Auschwitz. Forse non è il posto più ameno dove portare in vacanze le mie figlie col camper. Ma io devo vedere. Loro devono vedere. Perché è successo davvero. Quella notte dormimmo dentro il Campo di concentramento dove si trova un area di sosta per Camper. Ricordo ancora quella camminata notturna io Emy, Virgy e Dizzy…tra le luci dei lampioni del campo accese e le zone di buio… il silenzio ci stava soffocando e ricordo tornammo di corsa in camper… quella notte non fu facile per nessuno chidere gli occhi e non pensare a cosa eravamo vicini e a cosa quei muri avevano visto e sentito.

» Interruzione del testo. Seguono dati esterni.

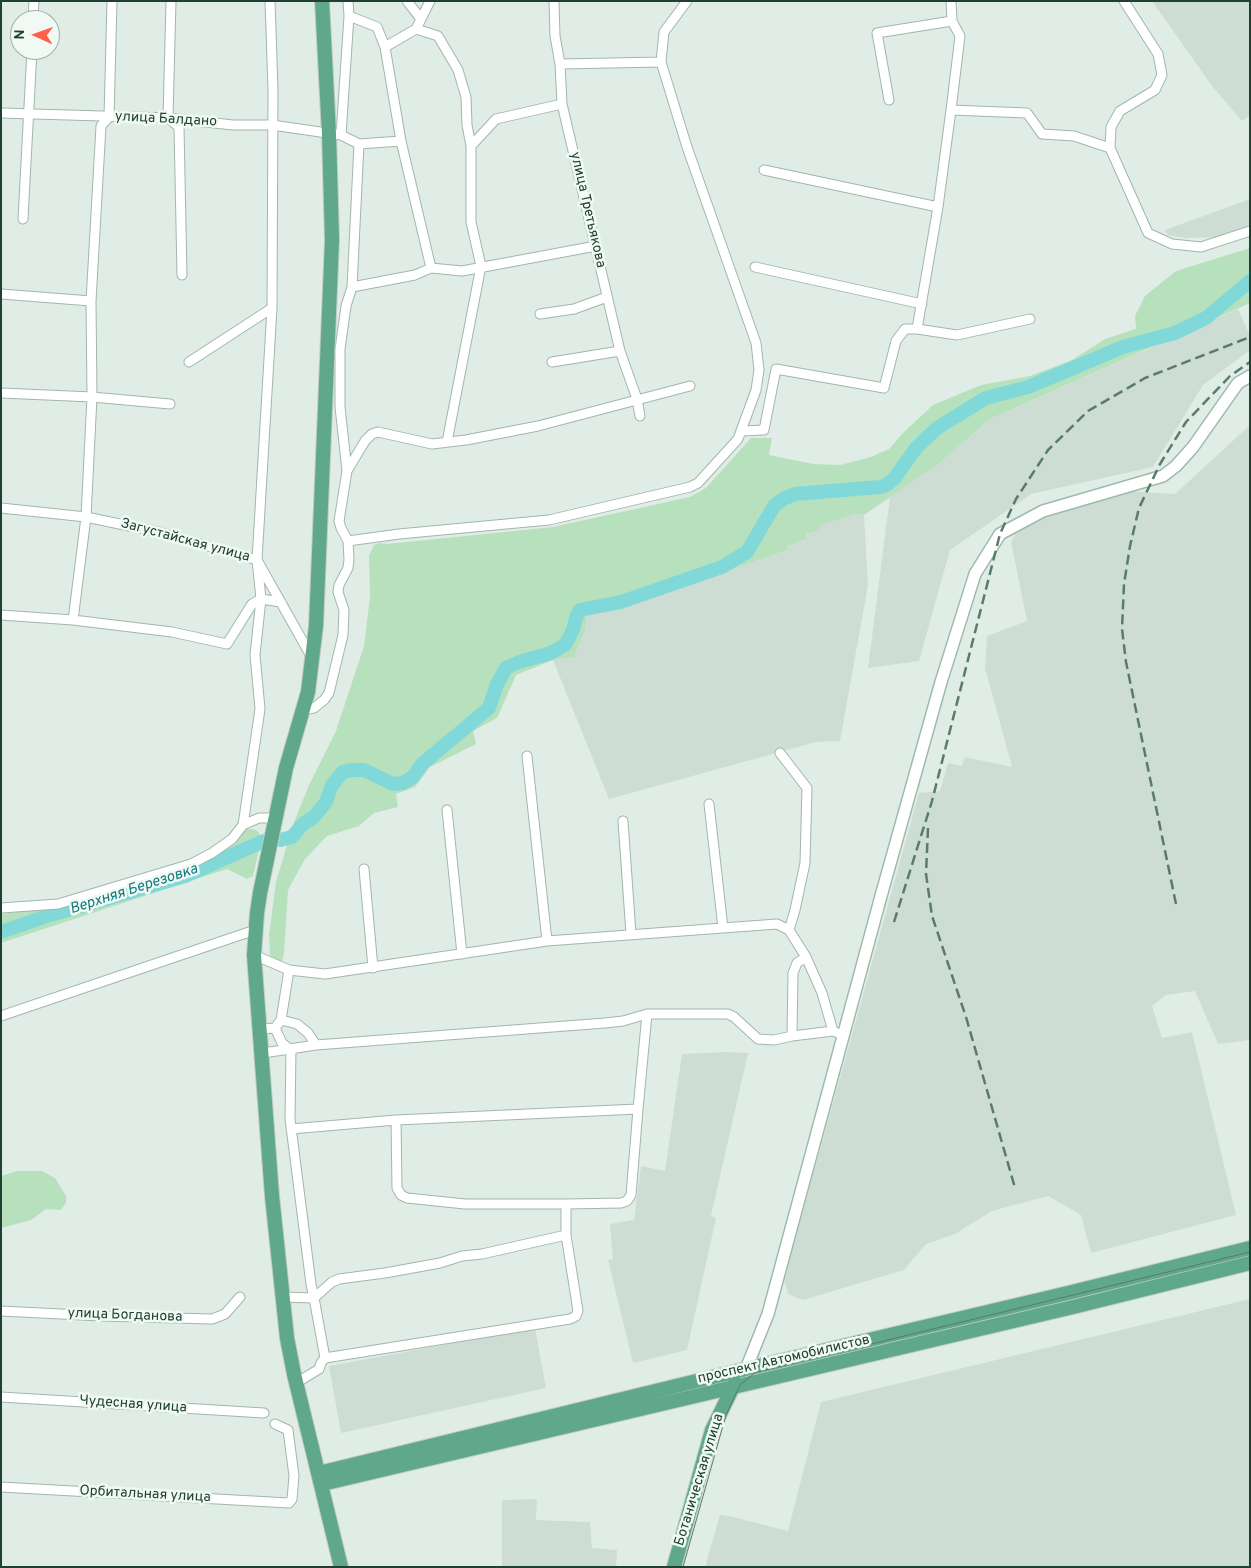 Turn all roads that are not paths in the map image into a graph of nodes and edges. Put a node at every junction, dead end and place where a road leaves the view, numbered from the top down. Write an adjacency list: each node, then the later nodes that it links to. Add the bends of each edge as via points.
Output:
1 (112, 1): 25 (street)
2 (171, 1): 26 (street)
3 (270, 1): 27 (street)
4 (322, 1): 28 (main road)
5 (348, 1): 12 (street)
6 (408, 1): 13 (street)
7 (430, 1): 13 (street)
8 (554, 1): 19 (street, улица Третьякова)
9 (686, 1): 18 (street, via 664,32)
10 (951, 1): 14 (street)
11 (1124, 1): 32 (street, via 1158,54 1162,75 1155,90 1120,111 1111,127)
12 (349, 16): 16 (street, via 377,27); 28 (street)
13 (421, 19): 15 (street)
14 (952, 21): 20 (street, via 877,33); 22 (street, via 960,36)
15 (416, 29): 16 (street); 31 (street, via 438,36 458,70 466,97)
16 (385, 47): 29 (street)
17 (32, 60): 24 (street)
18 (661, 62): 19 (street); 61 (street, via 687,148 756,343 757,383)
19 (560, 64): 21 (street, улица Третьякова)
20 (890, 100)
21 (562, 104): 31 (street, via 496,119); 37 (street, улица Третьякова)
22 (952, 110): 32 (street, via 1027,113 1042,134 1074,136); 34 (street)
23 (1, 113): 24 (street, улица Балдано)
24 (29, 114): 25 (street, улица Балдано); 35 (street)
25 (109, 117): 26 (street, улица Балдано); 45 (street, via 101,126)
26 (168, 118): 27 (street, улица Балдано, via 232,125); 41 (street, via 179,126)
27 (272, 125): 28 (street, улица Балдано); 47 (street)
28 (335, 134): 30 (street); 72 (main road)
29 (401, 141): 30 (street); 40 (street)
30 (359, 144): 42 (street)
31 (471, 146): 38 (street, via 470,222)
32 (1110, 148): 36 (street, via 1148,233 1172,244 1201,247)
33 (764, 170): 34 (street)
34 (938, 207): 46 (street)
35 (23, 219)
36 (1250, 230)
37 (596, 246): 38 (street); 44 (street, улица Третьякова)
38 (481, 266): 40 (street, via 462,271); 62 (street)
39 (755, 267): 46 (street)
40 (431, 268): 42 (street, via 415,275)
41 (182, 275)
42 (352, 287): 63 (street, via 340,349 340,407)
43 (1, 294): 45 (street)
44 (608, 297): 48 (street, via 574,309); 51 (street, улица Третьякова)
45 (91, 301): 57 (street)
46 (922, 304): 50 (street)
47 (272, 308): 52 (street); 67 (street)
48 (540, 314)
49 (1030, 319): 50 (street, via 957,335)
50 (918, 329): 61 (street, via 905,329 896,341 884,388 776,369 764,430)
51 (620, 352): 53 (street); 58 (street, улица Третьякова)
52 (189, 362)
53 (552, 362)
54 (1250, 376): 97 (street, via 1238,384 1193,447 1163,476 1042,511 1000,534 975,574)
55 (690, 386): 58 (street)
56 (1, 393): 57 (street)
57 (92, 397): 59 (street); 65 (street)
58 (637, 399): 60 (street, улица Третьякова); 62 (street, via 538,426)
59 (170, 404)
60 (640, 416)
61 (742, 431): 66 (street, via 698,483 690,487 548,520)
62 (446, 442): 63 (street, via 432,444 378,432 365,441)
63 (347, 471): 66 (street, via 340,521)
64 (1, 508): 65 (street, Загустайская улица)
65 (86, 517): 67 (street, Загустайская улица, via 158,532); 71 (street)
66 (348, 541): 73 (street, via 348,568 338,592 344,610 343,635 329,693 314,708)
67 (257, 560): 68 (street); 69 (street, Загустайская улица)
68 (261, 599): 69 (street); 71 (street, via 252,604 227,644 172,632); 80 (street, via 255,655 260,709)
69 (281, 602): 72 (street, Загустайская улица)
70 (1, 616): 71 (street)
71 (73, 620)
72 (313, 658): 73 (main road)
73 (303, 710): 78 (main road)
74 (780, 752): 85 (street, via 807,788 805,863)
75 (527, 756): 87 (street)
76 (709, 804): 83 (street)
77 (447, 810): 88 (street)
78 (275, 818): 80 (street, via 258,818); 84 (main road)
79 (623, 821): 86 (street)
80 (244, 825): 82 (street, via 232,839 191,864 58,904)
81 (364, 869): 91 (street)
82 (1, 908)
83 (723, 928): 85 (street, via 777,924); 86 (street)
84 (255, 930): 89 (main road); 94 (street)
85 (789, 930): 90 (street)
86 (631, 934): 87 (street)
87 (547, 941): 88 (street)
88 (462, 954): 91 (street)
89 (254, 955): 92 (street); 96 (main road)
90 (806, 957): 97 (street); 98 (street, via 797,963 793,972)
91 (373, 968): 92 (street, via 325,974)
92 (289, 970): 95 (street)
93 (647, 1014): 98 (street, via 728,1014 758,1038 774,1040); 99 (street, via 606,1023); 102 (street)
94 (1, 1016)
95 (281, 1020): 96 (street); 99 (street, via 298,1024)
96 (268, 1028): 100 (street); 101 (main road)
97 (838, 1033): 98 (street); 114 (street, via 768,1314)
98 (792, 1036)
99 (316, 1045): 100 (street)
100 (291, 1050): 101 (street); 104 (street)
101 (263, 1053): 110 (main road)
102 (638, 1109): 103 (street); 105 (street, via 631,1195 627,1201)
103 (396, 1120): 104 (street); 105 (street, via 397,1188 407,1198 465,1204)
104 (291, 1129): 111 (street)
105 (566, 1204): 106 (street)
106 (566, 1235): 111 (street, via 440,1263 339,1279); 113 (street, via 578,1311 576,1316)
107 (1250, 1248): 114 (main road, проспект Автомобилистов)
108 (1250, 1262): 116 (main road, проспект Автомобилистов)
109 (240, 1297): 112 (street, улица Богданова, via 225,1314 212,1319)
110 (282, 1297): 111 (street); 115 (main road)
111 (314, 1298): 113 (street)
112 (1, 1311)
113 (326, 1358): 115 (street, via 319,1369)
114 (746, 1369): 116 (main road, Ботаническая улица); 120 (main road, проспект Автомобилистов)
115 (296, 1383): 120 (main road)
116 (731, 1387): 120 (main road, проспект Автомобилистов); 123 (main road, Ботаническая улица, via 712,1430)
117 (1, 1397): 118 (street, Чудесная улица)
118 (264, 1413)
119 (275, 1424): 121 (street, Орбитальная улица, via 288,1430 294,1476 289,1503)
120 (320, 1479): 122 (main road)
121 (1, 1487)
122 (341, 1567)
123 (674, 1567)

Le foto ricordo che tenevano i deportati con loro… le loro famiglie i loro cari..la loro vita passata

Il giorno dopo inizio alle 8,30  per primi la visita in solitaria… (la ressa sarebbe arrivata piu tardi con i pulman e questo per noi fu un grosso vantaggio) ci sembrava di entrare nel set di un film..chi non ha visto “Schindler list”?  (che per altro avevamo visitato due giorni prima a Cracovia) Tremo, le gambe si sono arrestate.

Fisso il cartello apposto sulla cancellata all’ingresso “ARBEIT MACHT FREI”. Ho quasi paura a varcare la soglia che ci porterà verso l’orrore più grande compiuto dall’umanita.

I blocchi silenzioni che ci raccontano

L’immpiccagione

Abbiamo letto tanti libri, visto numerosi film con le lacrime agli occhi. E con questo viaggio il verosimile si è fatto realtà. Una terribile realtà. Non so se mi sentivo pronto, e soprattutto se le ragazze sarebbero state in grado di attutire il colpo: non si è mai abbastanza preparati al male.

Il Muro

Gli Uffici

I lunghi corridoi

Le prigioni da dove raramente si usciva

Sembra assurdo, ma anche il cielo plumbeo accompagna i nostri sentimenti. Una pioggia sottile e pungente aumenta il fastidio provocato dalle immagini di ciò che resta dell’abominio compiuto dalla parte peggiore e più oscura dell’animo umano.

 

Tutto sembra essersi congelato nel tempo: il dolore, le urla, i pianti di un milione e mezzo di donne, uomini e bambini. Mi sembra di sentirli.

 

Le valige della speranza di andare in un posto senza sapere che da li non sarebbero piu state usate

Nei vari block sono raccolte le testimonianze degli orrori nazisti: il campo-museo, destinato al memoriale dello sterminio, con le sue macabre testimonianze, ci raggela.

Il cielo è costellato dagli scheletri dei camini da cui uscivano le anime di innocenti.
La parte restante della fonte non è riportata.